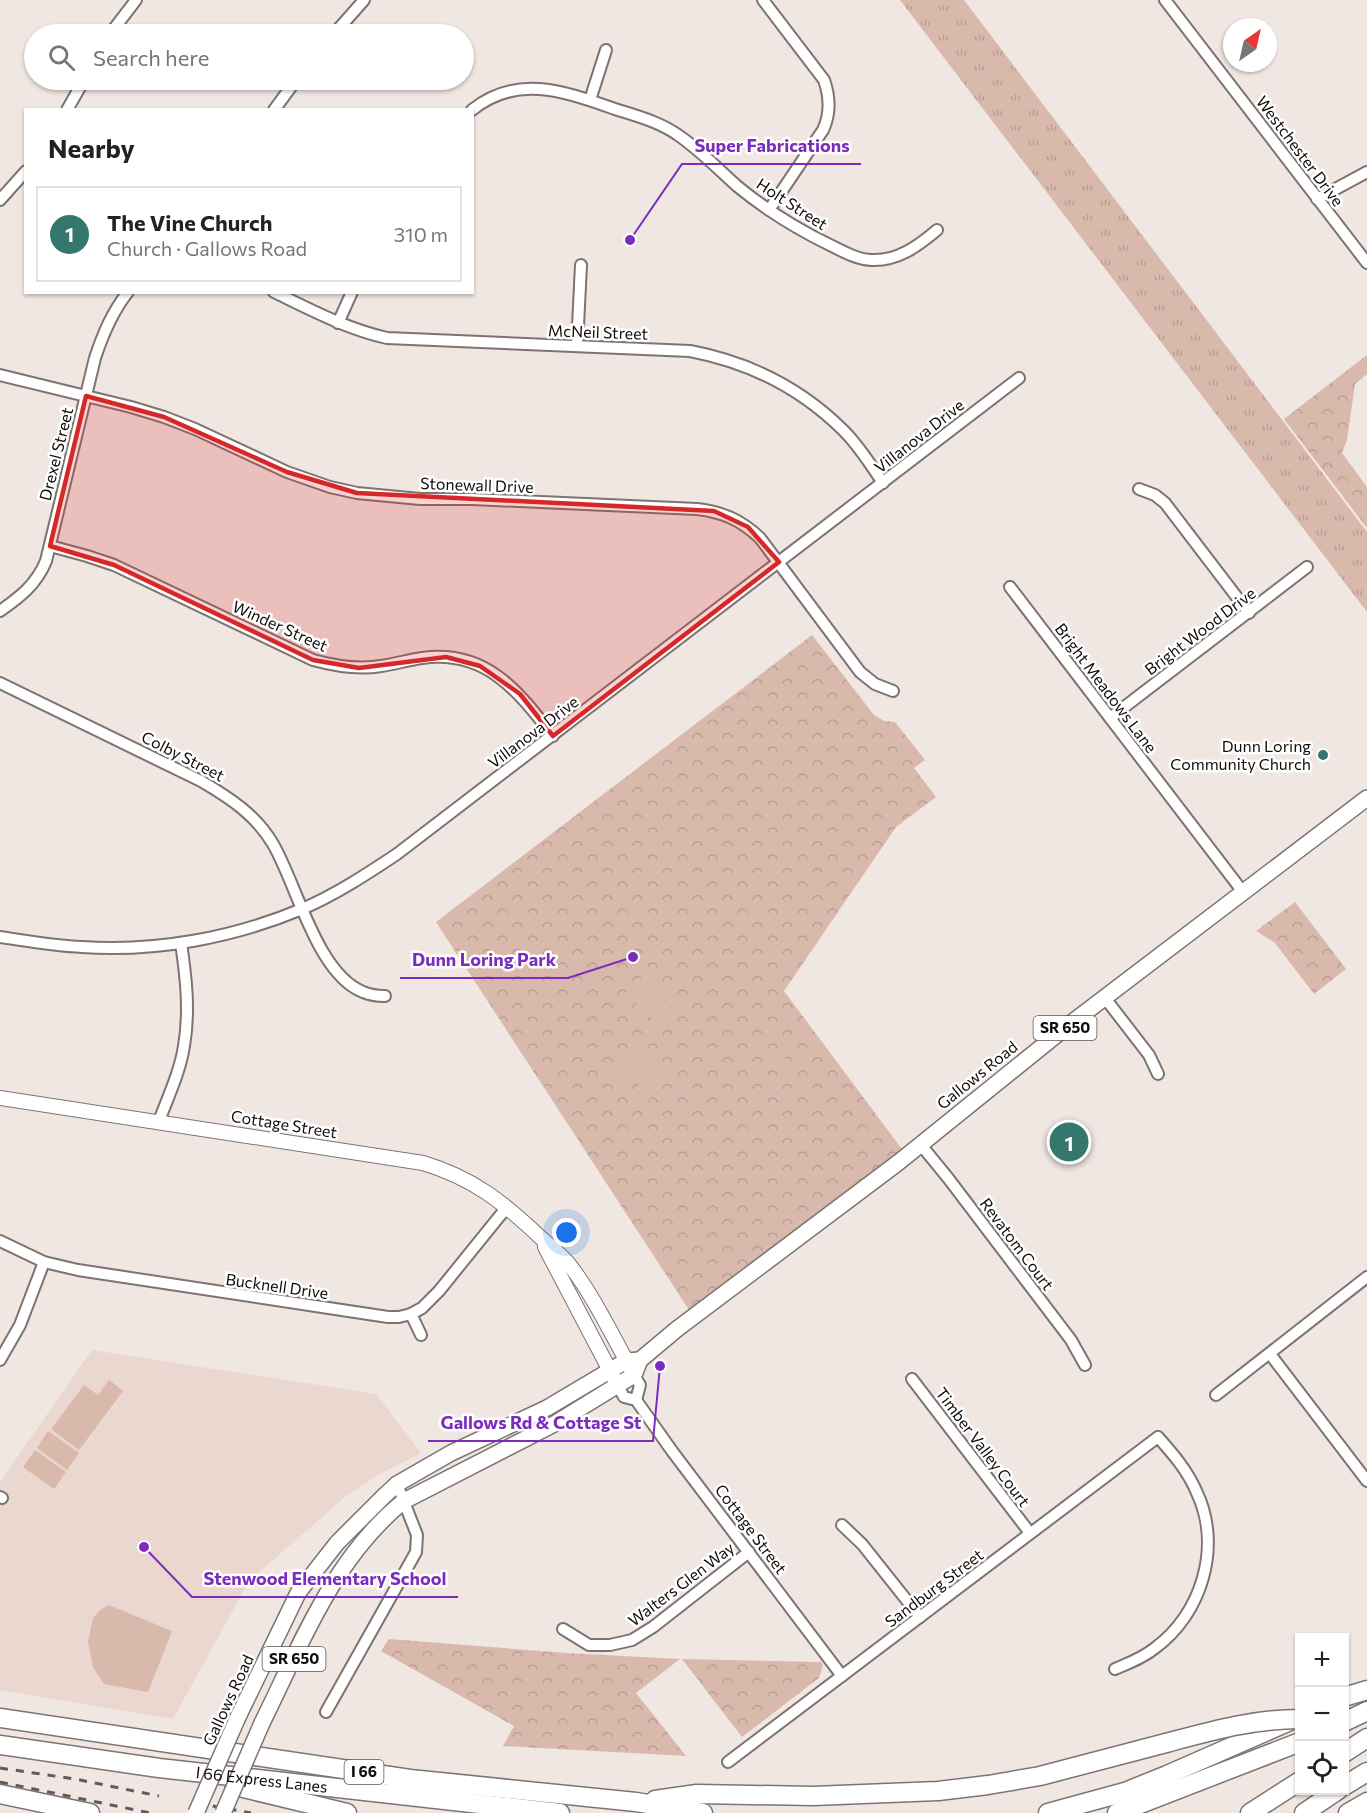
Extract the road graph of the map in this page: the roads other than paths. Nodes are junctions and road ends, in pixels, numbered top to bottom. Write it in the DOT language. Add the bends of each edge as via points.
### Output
graph roads {
  1 [pos="136,0"];
  2 [pos="364,0"];
  3 [pos="764,0"];
  4 [pos="1165,0"];
  5 [pos="118,24"];
  6 [pos="343,24"];
  7 [pos="606,50"];
  8 [pos="78,90"];
  9 [pos="289,90"];
  10 [pos="590,100"];
  11 [pos="67,108"];
  12 [pos="275,108"];
  13 [pos="474,109"];
  14 [pos="1367,172"];
  15 [pos="24,173"];
  16 [pos="1317,199"];
  17 [pos="0,200"];
  18 [pos="769,210"];
  19 [pos="937,230"];
  20 [pos="1367,263"];
  21 [pos="581,264"];
  22 [pos="127,294"];
  23 [pos="278,294"];
  24 [pos="351,294"];
  25 [pos="338,323"];
  26 [pos="577,346"];
  27 [pos="0,375"];
  28 [pos="1019,378"];
  29 [pos="86,396"];
  30 [pos="883,483"];
  31 [pos="1139,489"];
  32 [pos="50,546"];
  33 [pos="779,562"];
  34 [pos="1307,567"];
  35 [pos="1010,587"];
  36 [pos="0,611"];
  37 [pos="1249,613"];
  38 [pos="0,683"];
  39 [pos="893,691"];
  40 [pos="1110,718"];
  41 [pos="553,736"];
  42 [pos="1367,798"];
  43 [pos="1243,892"];
  44 [pos="303,909"];
  45 [pos="0,937"];
  46 [pos="181,943"];
  47 [pos="385,996"];
  48 [pos="1105,998"];
  49 [pos="1158,1074"];
  50 [pos="0,1098"];
  51 [pos="159,1122"];
  52 [pos="921,1145"];
  53 [pos="507,1207"];
  54 [pos="540,1237"];
  55 [pos="0,1241"];
  56 [pos="44,1262"];
  57 [pos="1367,1276"];
  58 [pos="411,1314"];
  59 [pos="421,1335"];
  60 [pos="1270,1354"];
  61 [pos="0,1360"];
  62 [pos="633,1361"];
  63 [pos="1085,1365"];
  64 [pos="610,1371"];
  65 [pos="634,1376"];
  66 [pos="912,1379"];
  67 [pos="618,1386"];
  68 [pos="1216,1395"];
  69 [pos="636,1400"];
  70 [pos="1367,1481"];
  71 [pos="398,1484"];
  72 [pos="404,1501"];
  73 [pos="842,1526"];
  74 [pos="1030,1533"];
  75 [pos="749,1552"];
  76 [pos="920,1617"];
  77 [pos="563,1629"];
  78 [pos="1114,1669"];
  79 [pos="842,1676"];
  80 [pos="1367,1690"];
  81 [pos="1349,1695"];
  82 [pos="1367,1711"];
  83 [pos="326,1712"];
  84 [pos="0,1718"];
  85 [pos="1295,1718"];
  86 [pos="1295,1720"];
  87 [pos="1349,1721"];
  88 [pos="1349,1726"];
  89 [pos="1367,1733"];
  90 [pos="1367,1740"];
  91 [pos="1295,1744"];
  92 [pos="0,1745"];
  93 [pos="1349,1751"];
  94 [pos="728,1762"];
  95 [pos="159,1768"];
  96 [pos="1367,1772"];
  97 [pos="1349,1783"];
  98 [pos="1295,1784"];
  99 [pos="0,1794"];
  100 [pos="1332,1795"];
  101 [pos="636,1802"];
  102 [pos="1367,1802"];
  103 [pos="1119,1812"];
  104 [pos="90,1813"];
  105 [pos="196,1813"];
  106 [pos="223,1813"];
  107 [pos="346,1813"];
  108 [pos="560,1813"];
  109 [pos="703,1813"];
  110 [pos="1048,1813"];
  111 [pos="1250,1813"];
  112 [pos="1305,1813"];
  113 [pos="1348,1813"];
  1 -- 5 [label="street"];
  2 -- 6 [label="street"];
  3 -- 18 [label="street" via="824,80 830,106 823,130"];
  4 -- 16 [label="street, Westchester Drive"];
  7 -- 10 [label="street"];
  8 -- 11 [label="street"];
  9 -- 12 [label="street"];
  10 -- 13 [label="street, Holt Street" via="533,87 504,93"];
  10 -- 18 [label="street, Holt Street" via="675,133"];
  14 -- 16 [label="street"];
  15 -- 17 [label="street"];
  16 -- 20 [label="street, Westchester Drive"];
  18 -- 19 [label="street, Holt Street" via="844,252 869,260 901,255"];
  21 -- 26 [label="street"];
  22 -- 29 [label="street, Drexel Street" via="105,331"];
  23 -- 25 [label="street, McNeil Street"];
  24 -- 25 [label="street"];
  25 -- 26 [label="street, McNeil Street" via="395,339"];
  26 -- 30 [label="street, McNeil Street" via="690,351 741,364 814,404 844,431"];
  27 -- 29 [label="street, Stonewall Drive"];
  28 -- 30 [label="street, Villanova Drive"];
  29 -- 32 [label="street, Drexel Street"];
  29 -- 33 [label="street, Stonewall Drive" via="164,417 287,472 357,493 714,511 748,527"];
  30 -- 33 [label="street, Villanova Drive"];
  31 -- 37 [label="street" via="1165,503"];
  32 -- 36 [label="street, Drexel Street" via="41,574 30,588"];
  32 -- 41 [label="street, Winder Street" via="114,565 313,660 359,668 446,657 480,666 520,694"];
  33 -- 39 [label="street, Stonewall Drive" via="860,672"];
  33 -- 41 [label="street, Villanova Drive"];
  34 -- 37 [label="street, Bright Wood Drive"];
  35 -- 40 [label="street, Bright Meadows Lane"];
  37 -- 40 [label="street, Bright Wood Drive"];
  38 -- 44 [label="street, Colby Street" via="230,797 252,816 274,845"];
  40 -- 43 [label="street, Bright Meadows Lane"];
  41 -- 44 [label="street, Villanova Drive" via="397,854"];
  42 -- 43 [label="main road, Gallows Road / SR 650"];
  43 -- 48 [label="main road, Gallows Road / SR 650"];
  44 -- 46 [label="street, Villanova Drive" via="240,931"];
  44 -- 47 [label="street, Colby Street" via="323,952 344,980 364,993"];
  45 -- 46 [label="street, Villanova Drive" via="84,948"];
  46 -- 51 [label="street" via="188,1005 184,1046"];
  48 -- 49 [label="street" via="1149,1055"];
  48 -- 52 [label="main road, Gallows Road / SR 650"];
  50 -- 51 [label="street, Cottage Street"];
  51 -- 53 [label="street, Cottage Street" via="423,1163 468,1180"];
  52 -- 62 [label="main road, Gallows Road / SR 650"];
  52 -- 63 [label="street, Revatom Court" via="1050,1311"];
  53 -- 54 [label="street, Cottage Street"];
  53 -- 58 [label="street" via="439,1292"];
  54 -- 62 [label="street, Cottage Street" via="567,1262"];
  54 -- 64 [label="street, Cottage Street"];
  55 -- 56 [label="street, Bucknell Drive"];
  56 -- 58 [label="street, Bucknell Drive" via="147,1282 388,1317"];
  56 -- 61 [label="street" via="17,1332"];
  57 -- 60 [label="street"];
  58 -- 59 [label="street"];
  60 -- 68 [label="street"];
  60 -- 70 [label="street"];
  62 -- 64 [label="main road, Gallows Road / SR 650"];
  62 -- 65 [label="main road, Gallows Road / SR 650"];
  64 -- 67 [label="street, Cottage Street"];
  64 -- 71 [label="main road, Gallows Road / SR 650" via="547,1408 451,1453"];
  65 -- 67 [label="main road, SR 650"];
  65 -- 69 [label="street" via="640,1385"];
  66 -- 74 [label="street, Timber Valley Court"];
  67 -- 69 [label="street, Cottage Street" via="624,1397"];
  67 -- 72 [label="main road, SR 650" via="528,1438"];
  69 -- 75 [label="street, Cottage Street"];
  71 -- 72 [label="street"];
  71 -- 105 [label="main road, Gallows Road / SR 650, bridge" via="337,1543 298,1593"];
  72 -- 83 [label="street" via="417,1535 416,1552"];
  72 -- 106 [label="main road, SR 650, bridge" via="357,1548 317,1610"];
  73 -- 76 [label="street" via="862,1544"];
  74 -- 76 [label="street, Sandburg Street"];
  74 -- 78 [label="street, Sandburg Street" via="1158,1437 1190,1477 1207,1530 1206,1569 1200,1587 1192,1606 1170,1636 1142,1658"];
  75 -- 77 [label="street, Walters Glen Way" via="632,1640 589,1645"];
  75 -- 79 [label="street, Cottage Street"];
  76 -- 79 [label="street, Sandburg Street"];
  79 -- 94 [label="street, Sandburg Street"];
  80 -- 81 [label="highway"];
  82 -- 87 [label="highway"];
  84 -- 101 [label="highway, I 66" via="410,1779"];
  85 -- 101 [label="highway, bridge" via="1240,1724 1040,1776 948,1790 813,1796 697,1794"];
  86 -- 110 [label="highway" via="1125,1792"];
  88 -- 89 [label="highway"];
  90 -- 93 [label="highway"];
  91 -- 103 [label="highway"];
  92 -- 95 [label="highway, I 66 Express Lanes"];
  95 -- 107 [label="highway"];
  95 -- 108 [label="highway, I 66 Express Lanes"];
  96 -- 97 [label="highway"];
  98 -- 111 [label="highway"];
  99 -- 104 [label="highway"];
  100 -- 112 [label="highway"];
  101 -- 109 [label="highway, I 66"];
  102 -- 113 [label="highway"];
}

_Your objective_
Return each line of the preceding material in which "Drexel" can be found.

_Response_
  22 -- 29 [label="street, Drexel Street" via="105,331"];
  29 -- 32 [label="street, Drexel Street"];
  32 -- 36 [label="street, Drexel Street" via="41,574 30,588"];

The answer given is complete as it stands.